A tremendous amount of proteomic and phosphoproteomic data has been produced over the years with the development of mass spectrometry techniques, providing us with new opportunities to explore and understand the proteome and phosphoproteome as well as the function of proteins and protein phosphorylation sites. However, lacking of powerful tools that we can utilize to explore these valuable data limits our understanding of the proteome and phosphoproteome, particularly in diseases, such as cancer. To address these unmet needs, we established CPPA (Cancer Proteome and Phosphoproteome Atlas), a web tool to mine abnormality of the proteome and phosphoproteome in cancer based on published datasets. All analysis results are presented in CPPA with a flexible web interface to provide key customization utilities, including general analysis, differential expression profiling, statistical analysis of protein phosphorylation sites, correlation analysis, similarity analysis, survival analysis, pathological stage analysis, etc. CPPA greatly facilitates the process of data mining and therapeutic target discovery by providing a comprehensive analysis of proteomic and phosphoproteomic data in normal and tumor tissues with a simple click, which helps to unlock the precious value of mass spectrometry data by bridging the gap between raw data and experimental biologists.

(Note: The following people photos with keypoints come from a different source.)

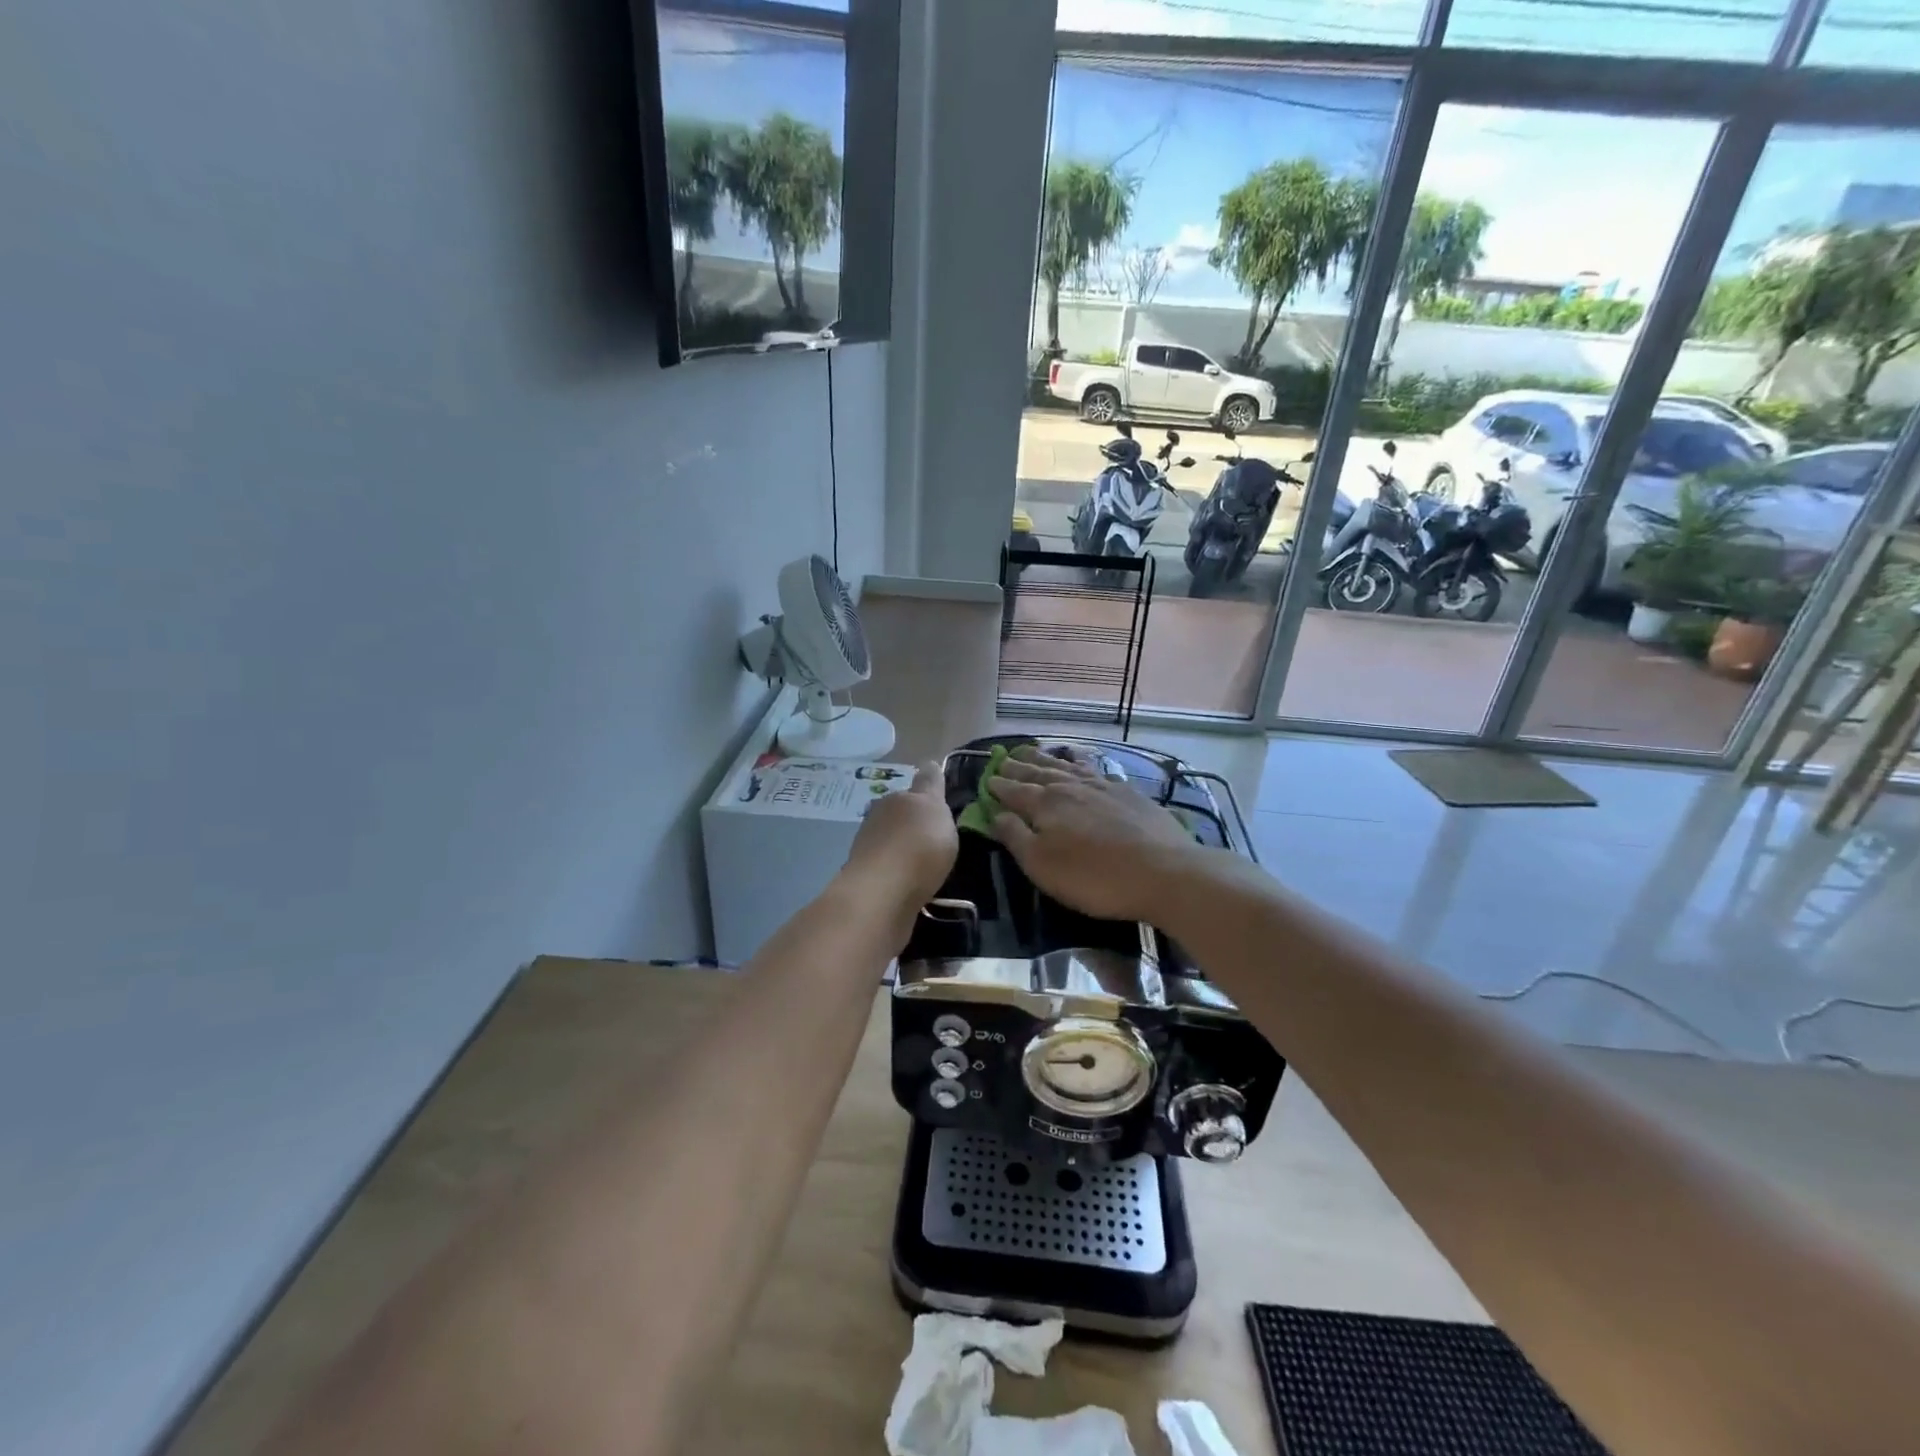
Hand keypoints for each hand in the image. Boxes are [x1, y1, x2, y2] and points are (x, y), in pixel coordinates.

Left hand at [843, 762, 957, 909]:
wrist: (882, 894)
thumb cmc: (917, 845)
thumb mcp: (934, 809)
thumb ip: (931, 787)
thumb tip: (928, 764)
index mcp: (897, 799)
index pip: (916, 787)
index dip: (929, 788)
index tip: (939, 795)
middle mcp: (878, 818)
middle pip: (900, 814)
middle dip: (914, 821)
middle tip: (935, 835)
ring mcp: (869, 848)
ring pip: (891, 840)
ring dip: (904, 847)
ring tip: (925, 862)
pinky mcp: (867, 878)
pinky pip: (889, 868)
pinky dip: (899, 871)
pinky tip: (911, 882)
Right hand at [986, 747, 1199, 922]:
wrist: (1164, 871)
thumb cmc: (1094, 877)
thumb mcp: (1042, 866)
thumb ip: (1015, 837)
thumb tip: (996, 813)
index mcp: (1045, 804)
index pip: (1015, 790)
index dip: (999, 785)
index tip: (987, 779)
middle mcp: (1070, 786)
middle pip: (1038, 772)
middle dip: (1018, 766)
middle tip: (1003, 759)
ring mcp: (1102, 785)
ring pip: (1066, 766)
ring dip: (1045, 759)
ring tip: (1033, 752)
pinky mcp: (1127, 792)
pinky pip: (1094, 768)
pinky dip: (1079, 762)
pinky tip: (1079, 761)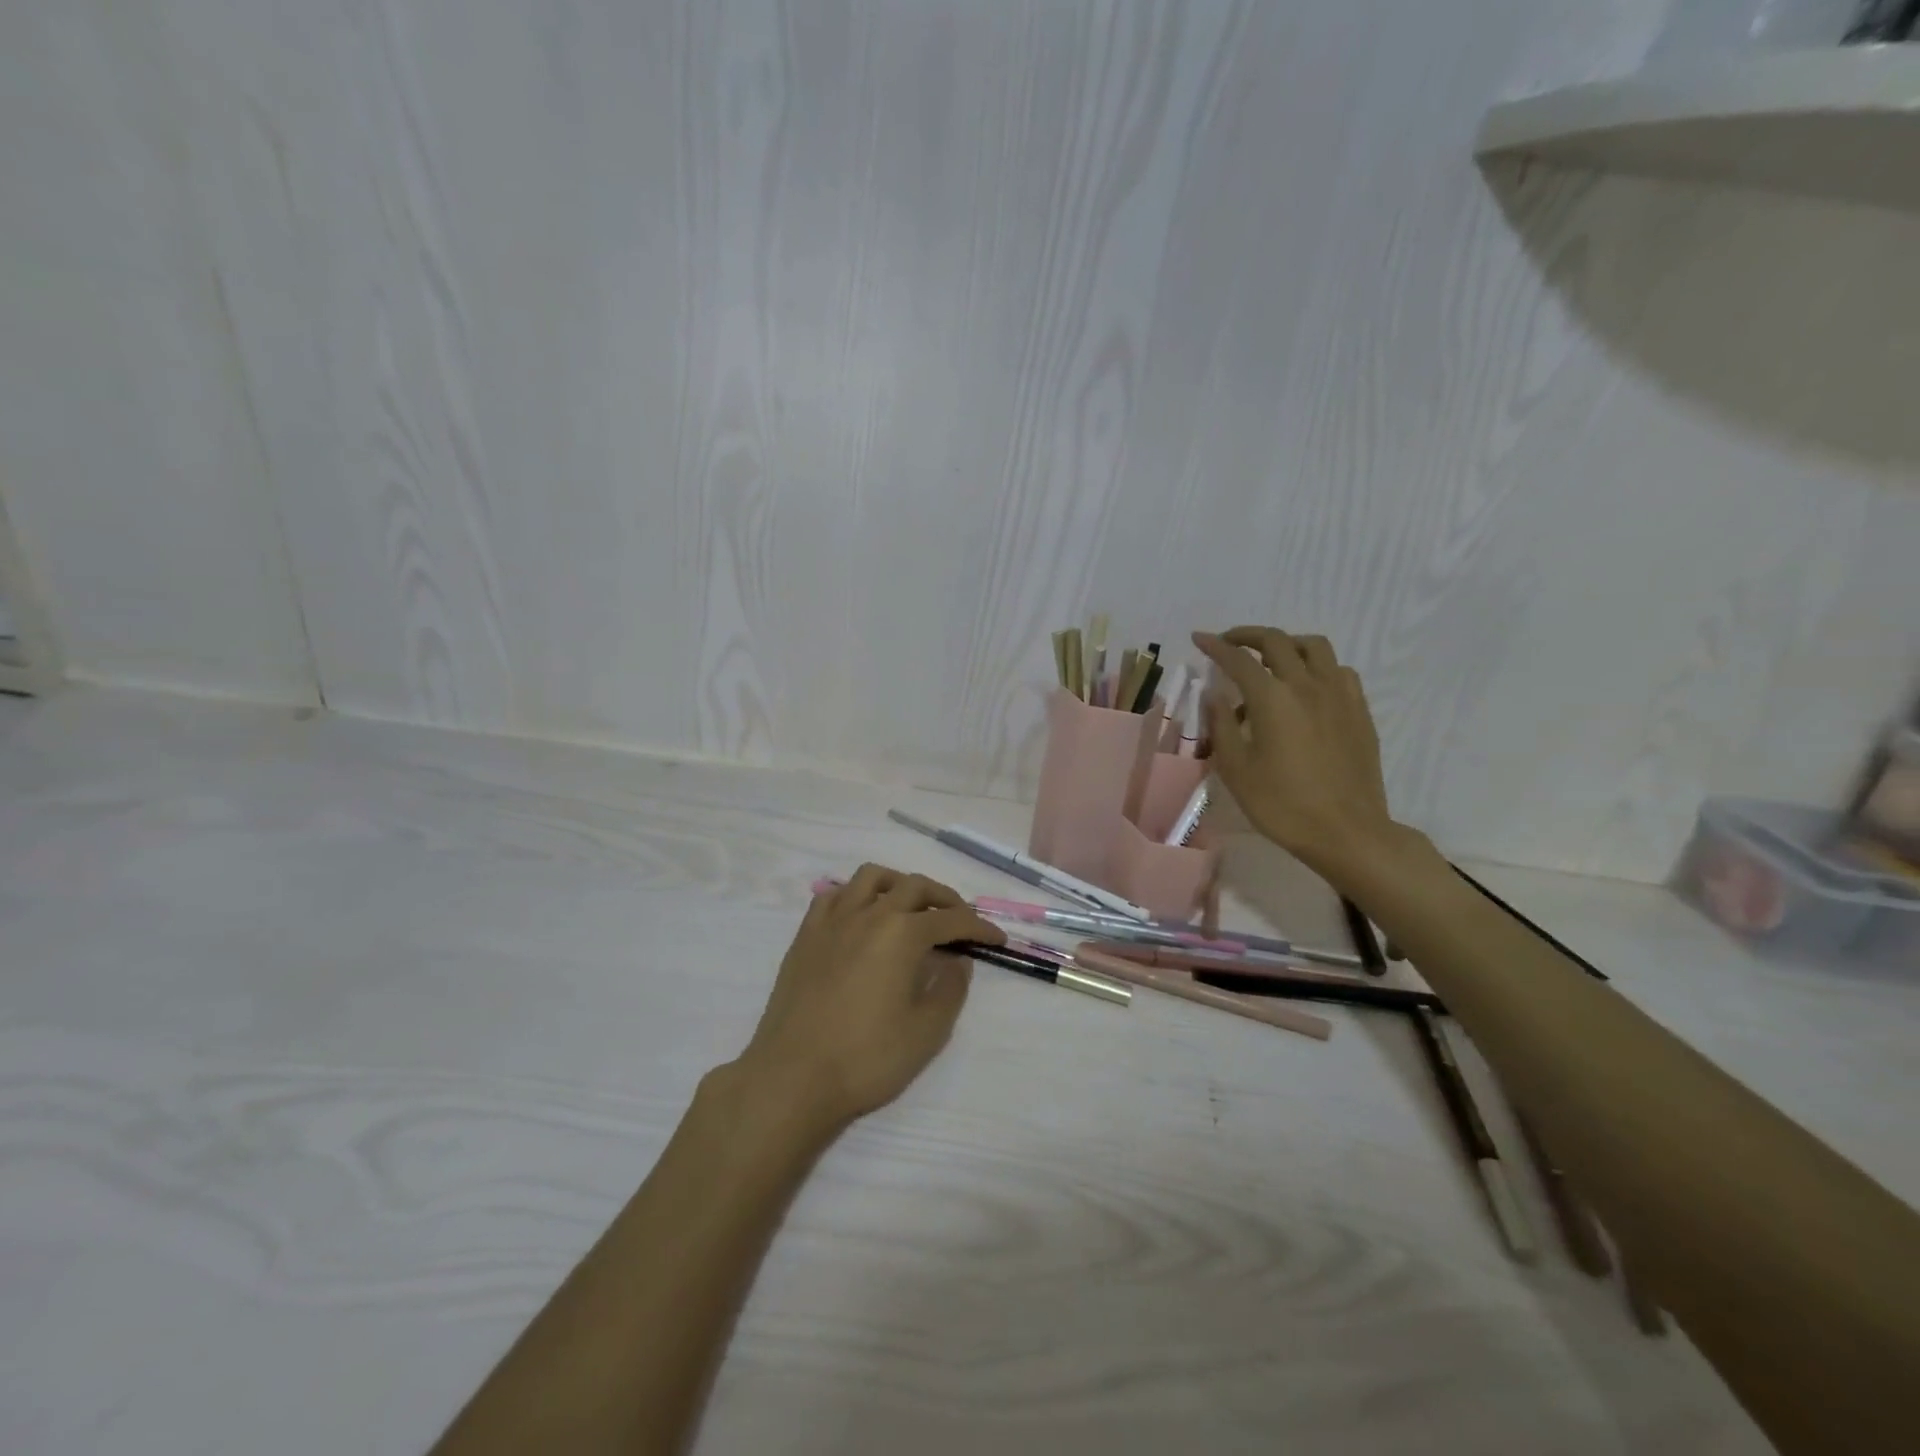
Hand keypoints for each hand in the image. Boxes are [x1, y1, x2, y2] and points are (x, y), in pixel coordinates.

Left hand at [733, 864, 1002, 1133]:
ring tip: (910, 907)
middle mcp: (869, 913)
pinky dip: (856, 896)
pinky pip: (834, 896)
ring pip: (871, 878)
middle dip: (944, 898)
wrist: (792, 1077)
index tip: (997, 938)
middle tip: (959, 920)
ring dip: (899, 884)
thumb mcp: (927, 1031)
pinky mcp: (806, 935)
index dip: (979, 926)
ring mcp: (833, 921)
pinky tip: (862, 917)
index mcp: (902, 933)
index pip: (952, 919)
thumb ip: (950, 989)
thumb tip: (958, 960)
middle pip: (914, 886)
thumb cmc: (866, 1057)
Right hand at [1192, 628, 1399, 876]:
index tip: (1199, 638)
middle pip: (1277, 641)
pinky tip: (1307, 688)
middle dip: (1248, 635)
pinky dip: (1316, 666)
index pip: (1238, 659)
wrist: (1347, 831)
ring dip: (1287, 644)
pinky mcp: (1358, 711)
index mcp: (1272, 698)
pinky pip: (1338, 670)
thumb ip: (1222, 726)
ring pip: (1314, 646)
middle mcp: (1307, 685)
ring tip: (1271, 660)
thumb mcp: (1236, 769)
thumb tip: (1215, 695)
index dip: (1215, 646)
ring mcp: (1339, 695)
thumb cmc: (1282, 804)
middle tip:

Functionalities of CPPA are divided into multiple major modules: General analysis, Differential profile, Protein phosphorylation analysis, Custom expression analysis, Correlation analysis, Similarity analysis, and Survival analysis.
Index of CPPA provides a simple query interface that takes Gene Symbol (eg: SF3B1), UniPort ID (eg: O75533), or Ensembl ID (eg: ENSG00000115524) as input. After entering an identifier and clicking the ‘Search!’ button, the website will navigate to pan-cancer analysis webpage, which presents the protein expression profile by box plot or violin plot and the distribution of phosphorylation sites through lollipop plot across all cancer types.
CPPA provides an interface for exhibiting differential abundance profiles for proteins and protein phosphorylation. The significance of differences was calculated between normal and tumor samples by using the Wilcoxon signed-rank test, and then the Benjamini-Hochberg tutorial were applied to correct the P-values for better accuracy. This module allows users to obtain the differential expression profiles of tens of thousands of proteins and protein phosphorylation sites in normal and tumor samples according to user-specified P-value and fold change cutoffs.
Phosphosites In Protein
CPPA provides an interface that allows users to query all phosphorylation sites of a specific protein in a particular cancer type. The lollipop plot exhibits the distribution of phosphorylation sites on the protein, and the number of tissue samples in which these sites were identified. The heat map shows log2-transformed median abundance of phosphorylation sites across all normal and tumor tissues.
CPPA provides a module to dynamically generate the abundance profile of a given protein or protein phosphorylation sites based on user-defined cancer type. The results are visualized by box plot along with text summarizing the detailed statistical results and the number of samples. In addition, CPPA also provides an interface for mapping expression abundance with pathological stage based on structured patient clinical annotations. Furthermore, comparison of different proteins or phosphorylation sites across multiple cancer types can be done in CPPA website, and the analysis results will be shown by heat map.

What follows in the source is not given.